◆ **WORK REQUEST**
Report every line below that holds the word "points".
STUDY MATERIAL: Begin
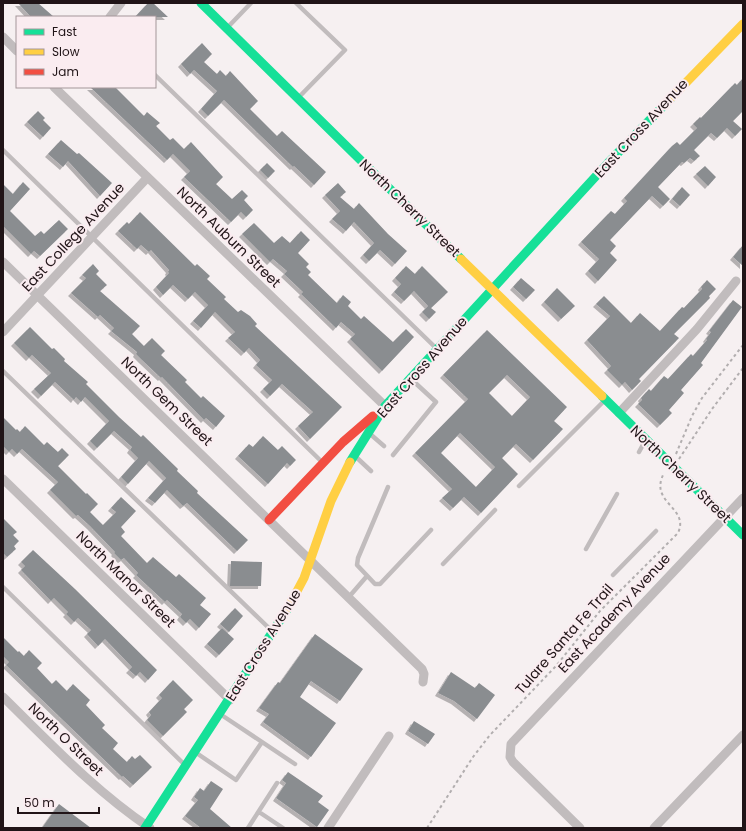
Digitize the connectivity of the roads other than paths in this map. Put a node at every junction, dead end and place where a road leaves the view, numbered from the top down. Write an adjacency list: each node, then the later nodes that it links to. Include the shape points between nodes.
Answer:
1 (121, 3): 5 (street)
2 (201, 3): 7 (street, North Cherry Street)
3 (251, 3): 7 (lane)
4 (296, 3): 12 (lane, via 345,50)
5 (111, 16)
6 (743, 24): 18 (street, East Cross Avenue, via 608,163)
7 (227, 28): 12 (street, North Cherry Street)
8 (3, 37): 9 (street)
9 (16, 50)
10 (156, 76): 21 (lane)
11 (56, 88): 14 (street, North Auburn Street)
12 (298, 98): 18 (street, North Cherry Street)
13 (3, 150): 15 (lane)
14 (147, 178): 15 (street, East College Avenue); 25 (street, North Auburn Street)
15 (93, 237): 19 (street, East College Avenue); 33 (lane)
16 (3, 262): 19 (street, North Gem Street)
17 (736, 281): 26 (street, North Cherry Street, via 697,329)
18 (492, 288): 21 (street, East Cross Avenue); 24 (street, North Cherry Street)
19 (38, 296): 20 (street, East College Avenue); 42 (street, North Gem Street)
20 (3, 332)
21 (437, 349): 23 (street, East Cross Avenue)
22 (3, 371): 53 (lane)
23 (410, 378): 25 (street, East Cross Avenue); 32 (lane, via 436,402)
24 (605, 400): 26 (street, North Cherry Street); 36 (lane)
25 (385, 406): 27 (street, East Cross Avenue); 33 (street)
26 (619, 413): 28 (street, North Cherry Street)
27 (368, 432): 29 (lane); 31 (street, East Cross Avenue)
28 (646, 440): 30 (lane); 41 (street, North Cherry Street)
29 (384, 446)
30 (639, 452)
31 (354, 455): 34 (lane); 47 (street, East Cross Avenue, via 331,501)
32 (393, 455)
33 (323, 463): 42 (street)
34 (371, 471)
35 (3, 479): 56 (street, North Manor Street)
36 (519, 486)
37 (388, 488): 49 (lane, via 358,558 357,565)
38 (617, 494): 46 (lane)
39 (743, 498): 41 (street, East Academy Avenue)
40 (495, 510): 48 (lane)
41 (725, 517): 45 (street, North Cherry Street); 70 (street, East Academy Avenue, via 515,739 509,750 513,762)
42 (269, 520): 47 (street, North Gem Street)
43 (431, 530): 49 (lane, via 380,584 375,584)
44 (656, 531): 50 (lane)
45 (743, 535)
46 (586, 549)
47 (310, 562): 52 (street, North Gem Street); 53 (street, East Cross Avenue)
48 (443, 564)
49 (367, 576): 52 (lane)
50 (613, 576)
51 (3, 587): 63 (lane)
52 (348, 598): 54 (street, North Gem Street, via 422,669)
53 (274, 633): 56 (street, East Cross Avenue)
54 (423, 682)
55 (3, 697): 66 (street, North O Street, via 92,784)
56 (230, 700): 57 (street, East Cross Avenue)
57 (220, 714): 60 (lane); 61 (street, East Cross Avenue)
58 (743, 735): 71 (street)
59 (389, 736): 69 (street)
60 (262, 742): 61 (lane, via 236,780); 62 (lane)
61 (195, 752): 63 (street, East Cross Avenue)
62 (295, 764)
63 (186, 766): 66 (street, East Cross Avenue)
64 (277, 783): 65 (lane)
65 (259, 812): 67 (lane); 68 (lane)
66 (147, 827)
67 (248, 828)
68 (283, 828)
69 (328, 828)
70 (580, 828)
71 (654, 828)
STUDY MATERIAL: End
STUDY MATERIAL: Begin
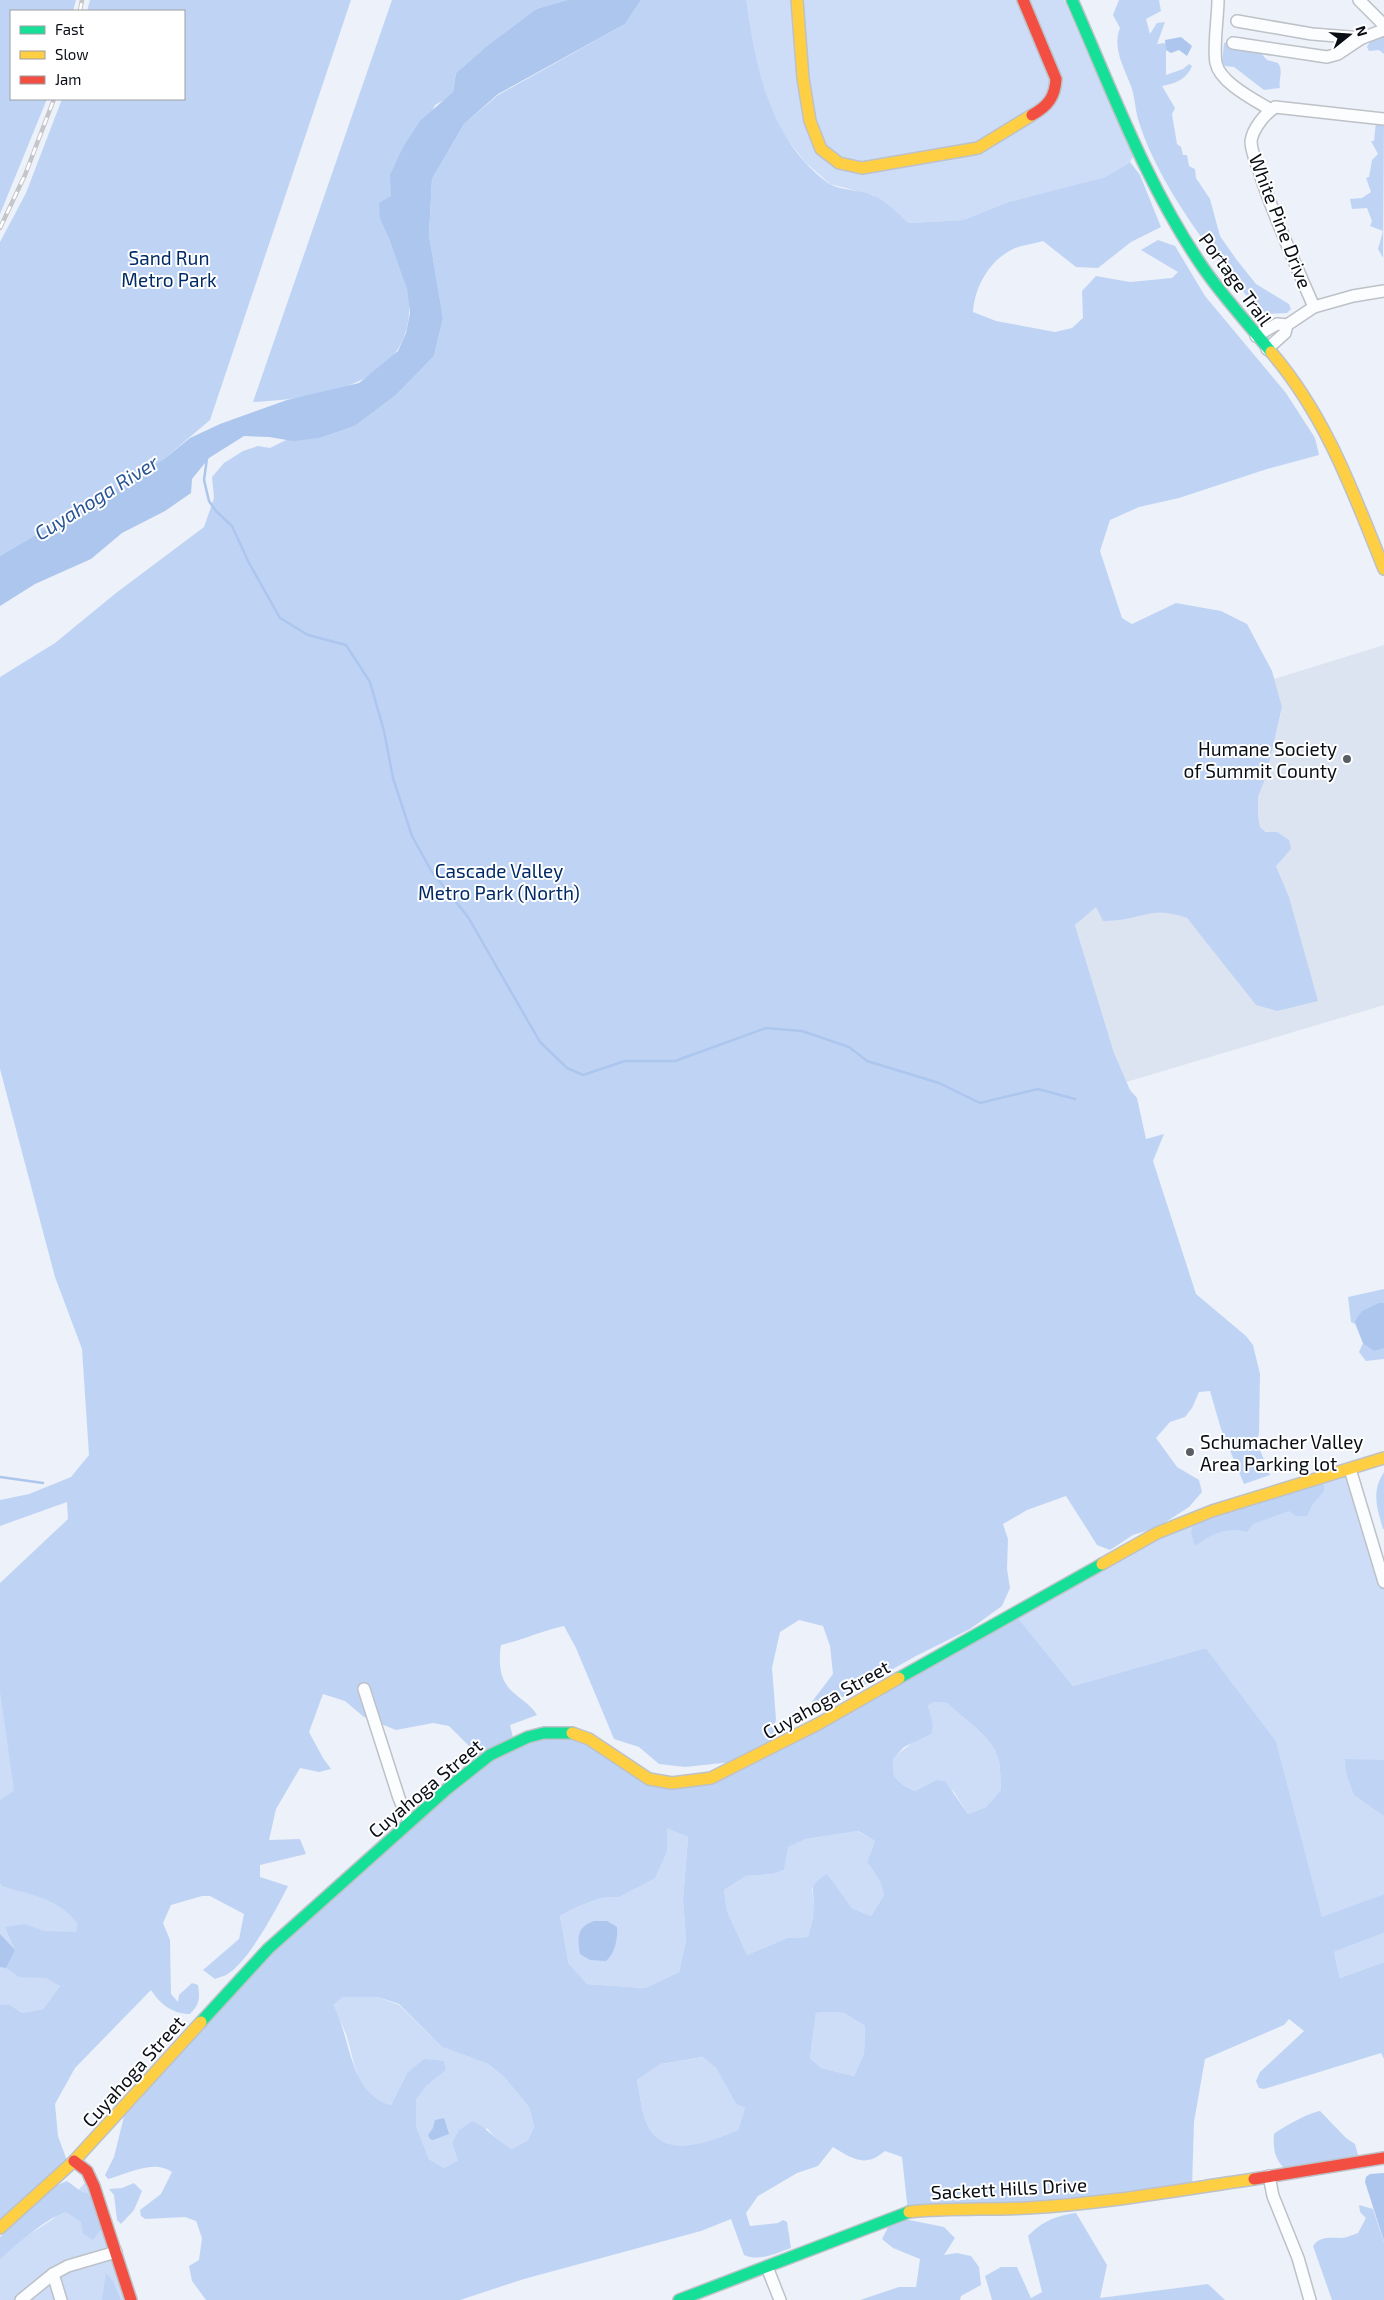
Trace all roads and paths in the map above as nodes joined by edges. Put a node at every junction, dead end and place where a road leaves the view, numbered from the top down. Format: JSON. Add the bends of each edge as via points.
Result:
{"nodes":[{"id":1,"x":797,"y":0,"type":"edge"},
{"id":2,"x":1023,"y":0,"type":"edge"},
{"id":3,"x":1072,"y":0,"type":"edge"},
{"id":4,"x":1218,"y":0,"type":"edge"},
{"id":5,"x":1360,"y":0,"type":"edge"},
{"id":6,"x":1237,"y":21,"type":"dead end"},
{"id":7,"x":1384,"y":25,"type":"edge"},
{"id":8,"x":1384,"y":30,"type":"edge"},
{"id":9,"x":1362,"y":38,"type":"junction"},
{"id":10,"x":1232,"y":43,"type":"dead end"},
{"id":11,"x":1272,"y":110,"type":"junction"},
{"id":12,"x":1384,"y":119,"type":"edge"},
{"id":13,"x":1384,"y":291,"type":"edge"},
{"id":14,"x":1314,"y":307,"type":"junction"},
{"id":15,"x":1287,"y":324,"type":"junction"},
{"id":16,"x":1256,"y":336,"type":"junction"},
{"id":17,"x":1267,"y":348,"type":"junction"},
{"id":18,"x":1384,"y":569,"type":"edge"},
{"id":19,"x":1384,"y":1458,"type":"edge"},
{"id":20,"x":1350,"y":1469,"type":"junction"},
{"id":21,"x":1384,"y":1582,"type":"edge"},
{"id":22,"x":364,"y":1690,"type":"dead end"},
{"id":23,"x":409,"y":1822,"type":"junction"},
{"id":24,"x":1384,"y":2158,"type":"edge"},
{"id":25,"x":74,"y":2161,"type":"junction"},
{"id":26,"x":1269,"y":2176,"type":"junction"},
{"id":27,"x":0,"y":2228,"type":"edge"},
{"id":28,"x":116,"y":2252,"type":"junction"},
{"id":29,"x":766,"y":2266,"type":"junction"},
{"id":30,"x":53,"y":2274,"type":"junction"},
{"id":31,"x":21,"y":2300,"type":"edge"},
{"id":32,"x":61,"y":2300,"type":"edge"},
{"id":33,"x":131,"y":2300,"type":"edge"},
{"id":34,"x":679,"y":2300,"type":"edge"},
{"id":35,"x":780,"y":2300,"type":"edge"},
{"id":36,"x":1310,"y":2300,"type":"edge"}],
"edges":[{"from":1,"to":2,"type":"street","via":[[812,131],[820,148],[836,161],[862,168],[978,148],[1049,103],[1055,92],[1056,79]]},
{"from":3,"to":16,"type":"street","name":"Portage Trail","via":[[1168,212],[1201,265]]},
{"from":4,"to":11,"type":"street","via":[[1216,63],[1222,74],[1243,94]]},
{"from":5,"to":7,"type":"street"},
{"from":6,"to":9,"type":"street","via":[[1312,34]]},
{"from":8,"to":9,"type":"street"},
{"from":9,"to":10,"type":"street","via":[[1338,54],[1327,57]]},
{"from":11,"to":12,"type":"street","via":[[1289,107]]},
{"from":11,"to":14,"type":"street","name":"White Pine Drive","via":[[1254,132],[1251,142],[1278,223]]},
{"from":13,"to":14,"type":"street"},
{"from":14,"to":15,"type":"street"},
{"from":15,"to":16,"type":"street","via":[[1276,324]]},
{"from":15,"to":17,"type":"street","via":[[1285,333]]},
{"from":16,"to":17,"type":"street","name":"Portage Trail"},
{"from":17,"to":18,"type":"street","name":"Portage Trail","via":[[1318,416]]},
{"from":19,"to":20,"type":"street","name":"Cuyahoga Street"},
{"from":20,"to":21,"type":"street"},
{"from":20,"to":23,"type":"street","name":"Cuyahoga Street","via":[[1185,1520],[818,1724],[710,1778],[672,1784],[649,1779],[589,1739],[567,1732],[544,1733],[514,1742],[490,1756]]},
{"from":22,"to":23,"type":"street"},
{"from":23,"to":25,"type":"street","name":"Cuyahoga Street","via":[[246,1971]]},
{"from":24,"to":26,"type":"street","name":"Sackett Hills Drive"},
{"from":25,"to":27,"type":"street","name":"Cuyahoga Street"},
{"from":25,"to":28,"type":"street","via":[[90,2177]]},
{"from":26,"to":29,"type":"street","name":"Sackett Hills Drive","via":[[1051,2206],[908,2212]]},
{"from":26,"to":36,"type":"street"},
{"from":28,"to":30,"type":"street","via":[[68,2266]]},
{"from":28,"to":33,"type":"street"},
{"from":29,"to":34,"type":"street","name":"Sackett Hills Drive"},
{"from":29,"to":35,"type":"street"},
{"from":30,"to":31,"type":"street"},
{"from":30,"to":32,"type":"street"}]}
STUDY MATERIAL: End
◆ **EXERCISE OUTPUT**
Digitize the connectivity of the roads other than paths in this map. Put a node at every junction, dead end and place where a road leaves the view, numbered from the top down. Write an adjacency list: each node, then the later nodes that it links to. Include the shape points between nodes.
Trace all roads and paths in the map above as nodes joined by edges. Put a node at every junction, dead end and place where a road leaves the view, numbered from the top down. Format: JSON. Add the bends of each edge as via points.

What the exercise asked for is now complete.